What we’ll do differently:

        The garnish is probably a simple flour-and-water dough, or possibly an

egg pasta dough, baked lightly until hard and dry, but since I don’t

generally believe in inedible garnishes, we’ll be using decorated sugar

cookies instead.


What you need to make eight servings:

2 1/2 pounds cooking pears (Boscs work well)

optional sugar to taste

4 egg yolks

2 whole eggs

2 1/2 ounces (10 Tbs.) wheat or corn starch

1/4 tsp salt

optional unsalted butter


Peel, quarter, and core the pears, and cook them in a covered pot with

just enough water to keep them from sticking, say, a cup or so. This may

take an hour for a small batch, but they need to be almost falling

apart. Drain off most of the water and mash the pears with a potato

masher, food mill, or food processor, until you have the pear version of

applesauce. Sweeten to taste if you want to.


In a large mixing bowl, beat the wheat starch, salt, and the eggs until

completely smooth. Spoon in the hot pear puree, beating to completely

mix after each spoonful. When the pears and the egg/starch mixture are

fully incorporated, return them to the pot and bring to a boil, stirring

frequently, until a thick, custardy sauce is formed. Pour the sauce into

a somewhat deep serving dish, and if you’re concerned about a skin

forming, paint the surface of the hot perre with a stick of unsalted

butter. Unwrap one end and just draw on the hot surface as with a large

marker or crayon.


When cool, garnish by sticking in your favorite lion-shaped pastry, and

serve immediately.


Blank Maunger

"38     Blank maunger.
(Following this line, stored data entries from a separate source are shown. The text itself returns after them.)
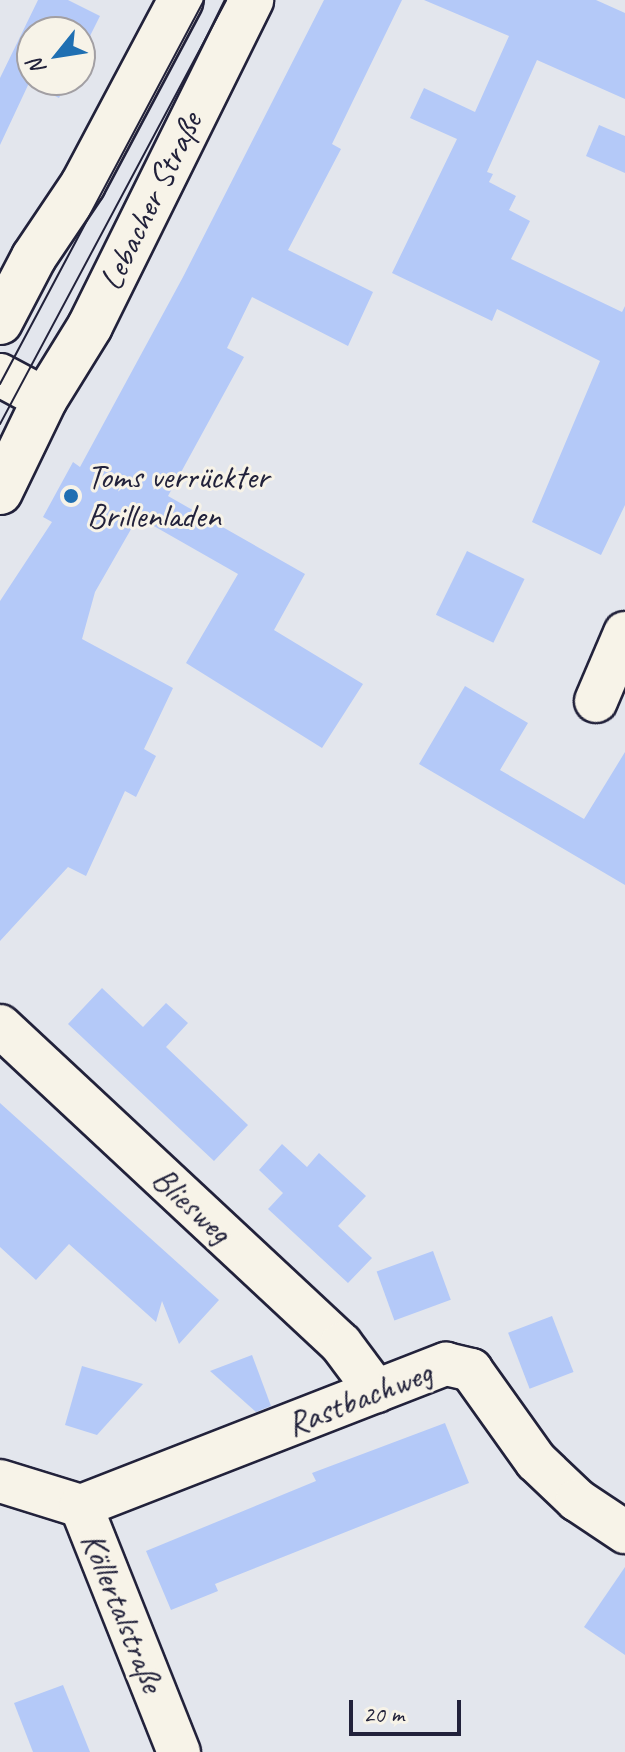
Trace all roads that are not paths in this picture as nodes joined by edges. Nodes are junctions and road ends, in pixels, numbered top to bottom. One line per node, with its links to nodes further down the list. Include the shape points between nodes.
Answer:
1 (181, 0): 3 (main road, Lebacher Straße, via 83,184 34,257)
2 (251, 0): 5 (main road, Lebacher Straße, via 90,326)
3 (0, 322)
4 (0, 375): 5 (street)
5 (45, 399): 6 (main road, Lebacher Straße)
6 (0, 492)
7 (625, 633): 8 (street)
8 (596, 701)
9 (0, 1026): 10 (street, Bliesweg, via 341,1344)
10 (376, 1391): 12 (street, Rastbachweg); 13 (street, Rastbachweg, via 446,1364 471,1370 536,1461 577,1500)
11 (0, 1481): 12 (street, Köllertalstraße)
12 (81, 1506): 14 (street, Köllertalstraße)
13 (625, 1532)
14 (179, 1752)

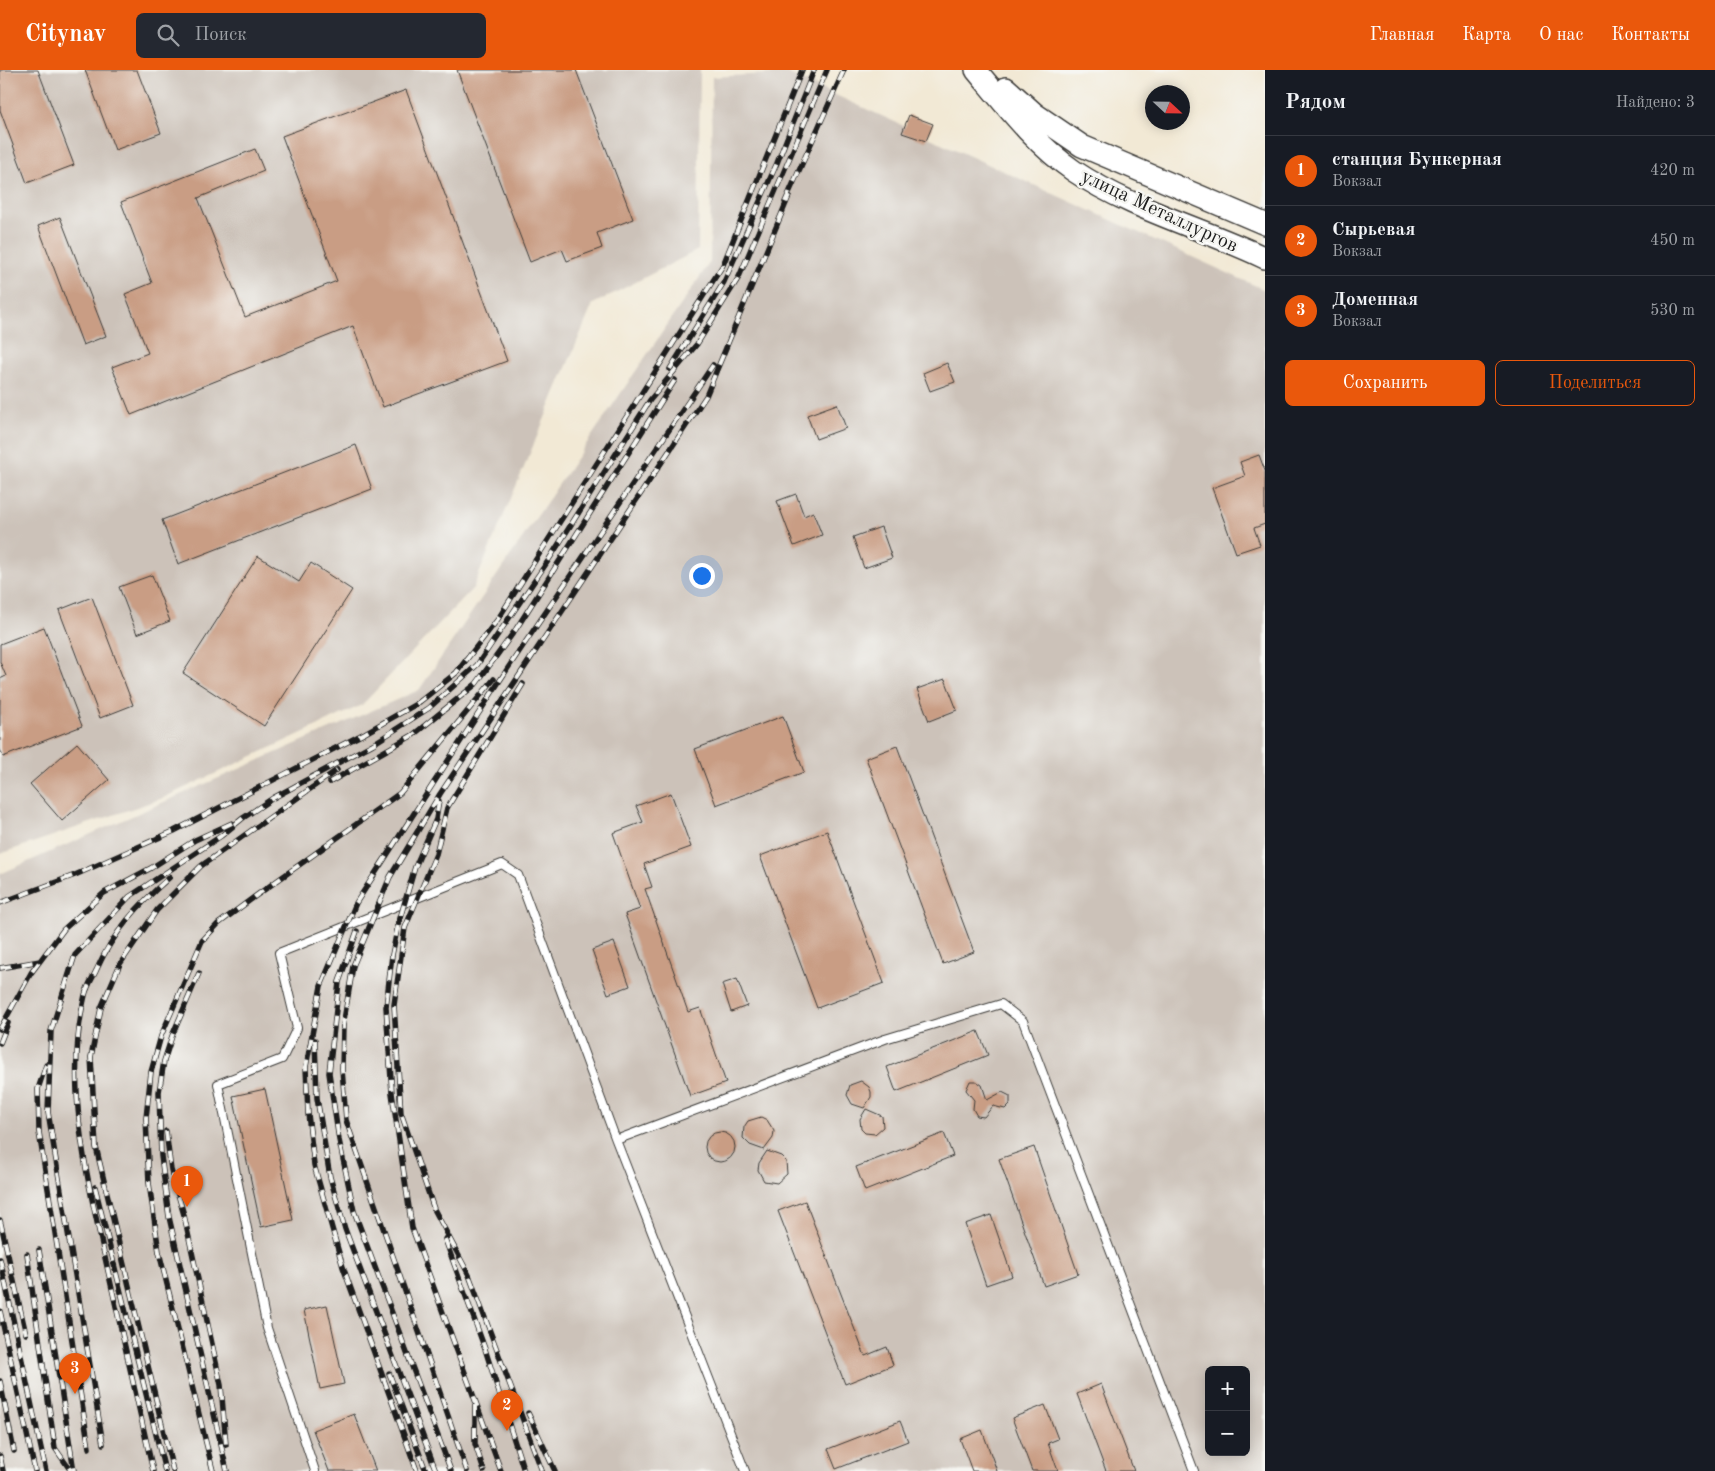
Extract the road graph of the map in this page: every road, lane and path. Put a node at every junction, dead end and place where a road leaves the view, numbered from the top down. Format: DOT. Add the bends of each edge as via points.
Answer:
graph roads {
  1 [pos="976,70"];
  2 [pos="985,70"];
  3 [pos="1265,224"];
  4 [pos="1265,258"];
  5 [pos="616,1140"];
  6 [pos="315,1471"];
  7 [pos="746,1471"];
  8 [pos="1194,1471"];
  1 -- 4 [label="main road, улица Металлургов" via="1031,135 1075,171 1175,221"];
  2 -- 3 [label="main road, улица Металлургов" via="1035,114 1082,146"];
  5 -- 6 [label="lane" via="518,875 502,864 279,953 297,1028 282,1059 218,1084 267,1328"];
  5 -- 7 [label="lane"];
  5 -- 8 [label="lane" via="885,1040 1000,1004 1023,1021"];
}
Take capouns and see* hem, *enne take hem vp;

take almaundes blaunched, grynde hem & alay hem vp with the same broth.

Cast the mylk in a pot. Waisshe rys and do *erto, and lat it seeth;

*anne take *e brawn of *e capouns, teere it small and do *erto. Take

white grece, sugur and salt, and cast *erinne. Lat it see*, *enne messe

it forth and florissh it with aneys in confyt, red o*er whyt, and with

almaundes fryed in oyle, and serue it forth."


                  --From Curye On Inglysch, Book IV, The Forme of Cury


What they did:

        As this type of recipe goes, this is pretty straightforward. Capons are

simmered in water to cook them and make a stock. The capons are reserved

while the broth is used to make an almond milk from some ground blanched

almonds. Rice is cooked to a thick porridge (the recipe doesn’t specify

how thick, but other recipes for blank maunger do) in the almond milk.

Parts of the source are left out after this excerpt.